Donnez aux choses un responsable, pas seulement une paire de bras. La différence est décisive. Celui qui exécute une tâche la fait quand on la lui rappelle. Celui qui en est responsable remarque lui-même que le moment est venu, décide lui-même comment, et la porte du début à la fin. C'est seulement alors que se referme aussi la part du travail qui vous réveille. Tant qu'il n'y a pas de responsable, vous restez le dernier recours, celui qui doit tout garder en tête.
Remplacez « il faudrait » par « quand et qui ». C'est le changement le moins coûteux de cette liste, et il agit presque tout de suite. « Il faudrait prendre rendez-vous chez le dentiste pour les enfants » est une boucle ouverte. « Je prends rendez-vous mercredi matin » est une affaire close, même si rien ne s'est encore passé. C'est exactement ce que dit la recherche sur la planification : l'esprit n'a pas besoin que ce soit fait, il a besoin de la certitude que la chose a sa place, son moment et sa personne.

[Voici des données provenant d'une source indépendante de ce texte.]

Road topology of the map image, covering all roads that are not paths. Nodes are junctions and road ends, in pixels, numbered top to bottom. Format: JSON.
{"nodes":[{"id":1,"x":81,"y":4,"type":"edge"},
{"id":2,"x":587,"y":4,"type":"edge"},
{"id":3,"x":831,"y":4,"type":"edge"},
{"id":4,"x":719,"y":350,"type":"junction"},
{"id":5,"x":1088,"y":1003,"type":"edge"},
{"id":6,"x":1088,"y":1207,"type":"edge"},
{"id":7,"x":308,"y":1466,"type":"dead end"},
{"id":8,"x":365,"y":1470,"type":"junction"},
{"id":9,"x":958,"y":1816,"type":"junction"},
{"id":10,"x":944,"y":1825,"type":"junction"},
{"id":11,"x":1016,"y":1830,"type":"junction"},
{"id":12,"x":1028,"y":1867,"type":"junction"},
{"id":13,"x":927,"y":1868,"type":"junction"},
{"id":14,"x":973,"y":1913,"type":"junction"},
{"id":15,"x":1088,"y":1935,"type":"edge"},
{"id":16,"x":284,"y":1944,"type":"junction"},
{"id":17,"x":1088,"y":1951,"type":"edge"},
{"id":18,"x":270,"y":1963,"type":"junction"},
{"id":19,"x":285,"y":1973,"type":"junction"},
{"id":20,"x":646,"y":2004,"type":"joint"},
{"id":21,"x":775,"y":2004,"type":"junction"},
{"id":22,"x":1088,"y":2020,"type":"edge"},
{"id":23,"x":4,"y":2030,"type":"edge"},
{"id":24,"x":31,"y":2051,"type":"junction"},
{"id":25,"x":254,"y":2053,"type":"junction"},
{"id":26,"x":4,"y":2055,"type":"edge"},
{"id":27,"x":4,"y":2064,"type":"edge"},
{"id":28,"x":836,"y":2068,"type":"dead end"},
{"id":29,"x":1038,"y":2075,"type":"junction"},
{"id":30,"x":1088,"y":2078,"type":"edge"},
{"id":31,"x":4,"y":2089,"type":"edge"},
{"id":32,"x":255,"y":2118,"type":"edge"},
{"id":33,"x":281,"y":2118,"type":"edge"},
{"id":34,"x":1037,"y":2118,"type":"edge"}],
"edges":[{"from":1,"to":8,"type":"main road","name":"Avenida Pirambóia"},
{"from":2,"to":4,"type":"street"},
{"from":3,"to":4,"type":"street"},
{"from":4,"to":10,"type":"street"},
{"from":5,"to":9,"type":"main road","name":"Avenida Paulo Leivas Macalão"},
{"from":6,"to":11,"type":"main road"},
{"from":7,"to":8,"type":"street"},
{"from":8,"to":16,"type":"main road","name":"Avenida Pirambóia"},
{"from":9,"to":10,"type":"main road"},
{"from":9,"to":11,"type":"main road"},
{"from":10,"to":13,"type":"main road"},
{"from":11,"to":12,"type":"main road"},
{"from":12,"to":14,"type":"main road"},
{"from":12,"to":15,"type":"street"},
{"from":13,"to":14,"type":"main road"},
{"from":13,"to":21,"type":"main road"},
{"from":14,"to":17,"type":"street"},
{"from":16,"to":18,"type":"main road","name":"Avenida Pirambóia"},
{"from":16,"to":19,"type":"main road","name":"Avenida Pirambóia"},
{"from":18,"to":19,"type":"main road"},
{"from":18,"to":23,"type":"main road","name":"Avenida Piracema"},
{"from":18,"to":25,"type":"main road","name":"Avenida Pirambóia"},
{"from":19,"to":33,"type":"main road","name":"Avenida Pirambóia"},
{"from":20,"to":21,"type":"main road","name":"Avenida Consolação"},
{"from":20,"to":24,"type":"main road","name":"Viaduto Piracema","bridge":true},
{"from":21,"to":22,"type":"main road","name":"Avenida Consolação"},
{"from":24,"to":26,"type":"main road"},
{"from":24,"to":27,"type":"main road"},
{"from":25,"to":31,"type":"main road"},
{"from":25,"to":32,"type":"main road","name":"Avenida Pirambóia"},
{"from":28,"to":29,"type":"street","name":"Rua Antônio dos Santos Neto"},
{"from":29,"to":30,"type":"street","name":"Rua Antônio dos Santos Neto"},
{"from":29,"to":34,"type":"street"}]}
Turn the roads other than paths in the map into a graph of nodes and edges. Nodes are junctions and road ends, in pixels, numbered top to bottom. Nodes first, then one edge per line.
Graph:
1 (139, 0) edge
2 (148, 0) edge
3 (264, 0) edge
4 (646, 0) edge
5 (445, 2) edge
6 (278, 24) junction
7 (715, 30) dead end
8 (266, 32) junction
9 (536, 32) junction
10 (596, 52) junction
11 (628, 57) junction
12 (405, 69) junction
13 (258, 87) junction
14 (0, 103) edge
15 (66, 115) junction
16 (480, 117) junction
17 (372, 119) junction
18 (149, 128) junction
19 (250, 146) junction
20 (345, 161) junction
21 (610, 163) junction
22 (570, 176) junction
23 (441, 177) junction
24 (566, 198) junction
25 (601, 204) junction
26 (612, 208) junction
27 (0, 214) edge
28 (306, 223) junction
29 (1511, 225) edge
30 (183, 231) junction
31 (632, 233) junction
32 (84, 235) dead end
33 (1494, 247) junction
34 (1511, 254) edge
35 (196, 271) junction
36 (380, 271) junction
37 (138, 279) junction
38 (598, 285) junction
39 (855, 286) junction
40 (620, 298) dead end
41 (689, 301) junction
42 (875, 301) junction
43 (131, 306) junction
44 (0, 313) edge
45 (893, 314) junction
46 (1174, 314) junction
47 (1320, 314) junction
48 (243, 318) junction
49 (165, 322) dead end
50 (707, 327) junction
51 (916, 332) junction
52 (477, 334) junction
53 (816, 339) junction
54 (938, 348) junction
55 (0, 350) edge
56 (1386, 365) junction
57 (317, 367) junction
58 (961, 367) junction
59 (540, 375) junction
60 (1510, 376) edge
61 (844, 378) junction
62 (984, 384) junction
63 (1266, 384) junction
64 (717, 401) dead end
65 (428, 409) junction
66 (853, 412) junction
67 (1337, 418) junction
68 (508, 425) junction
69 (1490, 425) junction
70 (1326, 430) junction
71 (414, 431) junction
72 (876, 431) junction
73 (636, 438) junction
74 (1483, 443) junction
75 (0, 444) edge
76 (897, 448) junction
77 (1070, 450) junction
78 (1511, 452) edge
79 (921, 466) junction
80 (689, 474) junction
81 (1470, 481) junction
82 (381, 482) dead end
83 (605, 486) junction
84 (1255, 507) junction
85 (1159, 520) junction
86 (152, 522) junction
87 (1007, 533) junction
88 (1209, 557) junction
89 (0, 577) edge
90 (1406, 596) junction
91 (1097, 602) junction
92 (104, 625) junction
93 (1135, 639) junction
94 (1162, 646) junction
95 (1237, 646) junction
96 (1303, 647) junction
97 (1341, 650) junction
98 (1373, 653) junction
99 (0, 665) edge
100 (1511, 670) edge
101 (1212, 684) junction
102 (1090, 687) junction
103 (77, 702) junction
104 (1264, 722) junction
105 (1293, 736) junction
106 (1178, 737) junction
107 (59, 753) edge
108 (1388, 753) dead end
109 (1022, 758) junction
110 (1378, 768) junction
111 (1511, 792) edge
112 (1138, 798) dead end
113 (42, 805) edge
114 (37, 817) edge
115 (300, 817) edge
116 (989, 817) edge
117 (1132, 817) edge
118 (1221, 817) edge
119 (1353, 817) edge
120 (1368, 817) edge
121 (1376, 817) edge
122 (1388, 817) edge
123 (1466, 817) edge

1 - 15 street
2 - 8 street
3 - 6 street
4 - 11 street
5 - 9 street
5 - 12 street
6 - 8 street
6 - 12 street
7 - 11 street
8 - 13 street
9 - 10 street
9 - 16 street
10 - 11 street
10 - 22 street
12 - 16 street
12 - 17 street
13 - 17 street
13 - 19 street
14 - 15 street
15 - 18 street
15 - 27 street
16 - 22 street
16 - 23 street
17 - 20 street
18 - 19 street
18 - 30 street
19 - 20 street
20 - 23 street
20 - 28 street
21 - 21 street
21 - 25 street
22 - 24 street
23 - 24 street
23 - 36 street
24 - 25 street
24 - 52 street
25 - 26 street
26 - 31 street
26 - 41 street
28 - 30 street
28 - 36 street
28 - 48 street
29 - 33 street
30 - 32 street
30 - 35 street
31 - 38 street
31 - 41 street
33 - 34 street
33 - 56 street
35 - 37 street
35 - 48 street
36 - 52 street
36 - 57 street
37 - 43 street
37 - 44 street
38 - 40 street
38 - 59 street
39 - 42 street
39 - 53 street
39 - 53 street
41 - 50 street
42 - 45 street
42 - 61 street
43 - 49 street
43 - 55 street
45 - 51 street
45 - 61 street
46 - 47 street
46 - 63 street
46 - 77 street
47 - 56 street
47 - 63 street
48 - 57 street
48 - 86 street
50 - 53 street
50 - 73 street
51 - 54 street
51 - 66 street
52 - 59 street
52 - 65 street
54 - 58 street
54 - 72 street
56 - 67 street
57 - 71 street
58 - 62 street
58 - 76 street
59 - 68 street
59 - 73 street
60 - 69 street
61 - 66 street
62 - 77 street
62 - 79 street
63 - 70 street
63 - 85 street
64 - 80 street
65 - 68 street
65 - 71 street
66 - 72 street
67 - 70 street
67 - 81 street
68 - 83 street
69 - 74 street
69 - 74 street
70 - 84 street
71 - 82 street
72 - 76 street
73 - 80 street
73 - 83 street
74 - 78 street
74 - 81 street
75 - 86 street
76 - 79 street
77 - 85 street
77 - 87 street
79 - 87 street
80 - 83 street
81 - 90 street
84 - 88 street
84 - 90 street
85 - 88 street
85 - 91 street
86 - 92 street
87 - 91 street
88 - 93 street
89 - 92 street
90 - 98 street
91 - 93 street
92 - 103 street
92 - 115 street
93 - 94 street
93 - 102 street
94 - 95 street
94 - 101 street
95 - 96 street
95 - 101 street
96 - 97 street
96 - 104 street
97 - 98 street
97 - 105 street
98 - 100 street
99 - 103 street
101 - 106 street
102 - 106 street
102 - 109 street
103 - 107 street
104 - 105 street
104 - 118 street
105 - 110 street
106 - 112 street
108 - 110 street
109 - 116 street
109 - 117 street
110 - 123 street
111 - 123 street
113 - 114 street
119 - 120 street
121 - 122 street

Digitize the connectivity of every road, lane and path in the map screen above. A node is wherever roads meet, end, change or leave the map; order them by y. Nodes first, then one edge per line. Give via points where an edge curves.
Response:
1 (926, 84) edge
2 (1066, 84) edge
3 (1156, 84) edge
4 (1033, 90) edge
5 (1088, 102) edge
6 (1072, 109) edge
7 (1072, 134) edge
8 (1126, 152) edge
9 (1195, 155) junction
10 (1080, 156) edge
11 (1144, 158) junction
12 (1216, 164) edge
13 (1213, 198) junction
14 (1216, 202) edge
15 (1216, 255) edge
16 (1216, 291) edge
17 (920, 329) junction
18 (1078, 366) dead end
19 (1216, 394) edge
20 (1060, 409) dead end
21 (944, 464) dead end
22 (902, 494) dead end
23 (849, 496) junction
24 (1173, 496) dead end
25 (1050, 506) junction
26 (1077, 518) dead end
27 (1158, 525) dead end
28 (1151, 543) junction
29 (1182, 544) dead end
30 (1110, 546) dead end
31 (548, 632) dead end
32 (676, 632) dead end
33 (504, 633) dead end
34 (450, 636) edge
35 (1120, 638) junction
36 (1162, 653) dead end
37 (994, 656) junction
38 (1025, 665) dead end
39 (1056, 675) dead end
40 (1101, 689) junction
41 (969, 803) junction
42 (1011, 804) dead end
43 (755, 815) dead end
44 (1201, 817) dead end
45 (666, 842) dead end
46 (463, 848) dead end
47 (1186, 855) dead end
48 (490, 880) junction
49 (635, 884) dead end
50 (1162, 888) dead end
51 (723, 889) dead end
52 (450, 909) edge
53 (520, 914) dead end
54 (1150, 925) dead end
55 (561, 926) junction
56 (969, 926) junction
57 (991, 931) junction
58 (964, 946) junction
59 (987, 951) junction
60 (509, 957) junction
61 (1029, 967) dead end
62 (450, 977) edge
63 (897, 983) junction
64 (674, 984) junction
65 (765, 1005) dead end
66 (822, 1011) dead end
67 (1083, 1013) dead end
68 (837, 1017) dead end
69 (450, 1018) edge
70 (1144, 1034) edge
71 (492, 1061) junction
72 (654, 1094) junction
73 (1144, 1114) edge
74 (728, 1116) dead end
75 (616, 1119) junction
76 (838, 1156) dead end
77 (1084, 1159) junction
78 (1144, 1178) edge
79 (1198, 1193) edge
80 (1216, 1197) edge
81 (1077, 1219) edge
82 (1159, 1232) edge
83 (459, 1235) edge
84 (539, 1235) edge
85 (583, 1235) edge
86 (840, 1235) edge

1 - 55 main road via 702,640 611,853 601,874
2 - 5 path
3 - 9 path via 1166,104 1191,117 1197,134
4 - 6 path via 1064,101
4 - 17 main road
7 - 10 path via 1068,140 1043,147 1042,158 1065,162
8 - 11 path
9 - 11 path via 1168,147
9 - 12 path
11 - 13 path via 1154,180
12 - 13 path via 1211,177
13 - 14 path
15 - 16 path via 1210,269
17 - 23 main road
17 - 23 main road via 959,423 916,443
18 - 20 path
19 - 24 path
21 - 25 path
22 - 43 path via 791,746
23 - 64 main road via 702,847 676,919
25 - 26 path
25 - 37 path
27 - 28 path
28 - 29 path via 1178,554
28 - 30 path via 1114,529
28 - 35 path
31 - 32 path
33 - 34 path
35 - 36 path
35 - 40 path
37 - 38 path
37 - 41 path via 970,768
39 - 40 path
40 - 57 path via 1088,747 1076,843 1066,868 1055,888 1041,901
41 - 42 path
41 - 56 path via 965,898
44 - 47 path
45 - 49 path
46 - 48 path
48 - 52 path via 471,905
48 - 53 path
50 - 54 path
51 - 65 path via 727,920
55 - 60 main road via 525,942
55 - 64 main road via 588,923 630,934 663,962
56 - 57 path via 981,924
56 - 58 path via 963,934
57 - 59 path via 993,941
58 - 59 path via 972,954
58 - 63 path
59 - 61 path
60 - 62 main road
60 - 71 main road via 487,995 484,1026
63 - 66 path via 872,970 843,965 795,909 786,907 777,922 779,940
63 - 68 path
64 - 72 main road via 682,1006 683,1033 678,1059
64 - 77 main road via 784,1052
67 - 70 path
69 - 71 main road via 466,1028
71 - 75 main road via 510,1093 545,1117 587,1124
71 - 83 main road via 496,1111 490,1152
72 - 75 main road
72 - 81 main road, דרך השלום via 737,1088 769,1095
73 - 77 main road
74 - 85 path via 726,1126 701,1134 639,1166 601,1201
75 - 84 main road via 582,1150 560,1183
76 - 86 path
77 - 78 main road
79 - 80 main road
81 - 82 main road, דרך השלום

Et donnez une frontière à la journée. La maison se discute à la lumière du jour, pas au lit. Dix minutes après le dîner devant une liste commune valent mieux qu'une heure à se retourner à minuit, quand personne ne résoudra rien de toute façon. Ce n'est pas de la discipline pour la discipline. C'est le signal envoyé à l'esprit que la garde est terminée.
Quand la lumière s'éteint enfin dans la tête
Un foyer qui y parvient change étonnamment peu, vu de l'extérieur. La vaisselle se fait toujours, les fêtes se préparent toujours, le dentiste ne disparaît pas. C'est autre chose qui change : le soir cesse d'être la suite silencieuse de la journée. Vous vous couchez et aucune liste ne démarre, parce que la liste est ailleurs et que vous n'êtes plus sa seule sauvegarde.
Le changement ne se voit pas la nuit, mais le lendemain matin. Une personne reposée a une patience qu'aucune volonté ne permet d'aller chercher. Elle ne hausse pas le ton pour un verre de lait renversé, elle a la ressource d'écouter ce qu'on lui dit à la maison, et elle n'a pas à traverser la journée dans le brouillard. Ce n'est pas un détail, et ce n'est certainement pas un caprice. Le manque de sommeil se transmet dans une famille exactement comme la bonne humeur.
Il vaut aussi la peine de remarquer ce que le sommeil révèle de votre répartition des tâches. Quand, dans un même lit, l'un s'endort en deux minutes et l'autre refait la semaine à minuit, ce n'est pas une différence de tempérament. C'est l'indicateur le plus fiable de qui porte la liste dans ce foyer. Un foyer équitable ne se reconnaît pas seulement aux tâches réparties, mais aussi au fait que les deux personnes peuvent y dormir tranquilles.
La tête ne s'éteint pas par la volonté, elle s'éteint par la confiance. La confiance que ce qui n'a pas été fait a une place, un moment et une personne. La paix de l'esprit n'est pas un luxe qu'il faut d'abord mériter. C'est la condition pour que quelqu'un ait encore la force, demain, de faire tourner cette maison.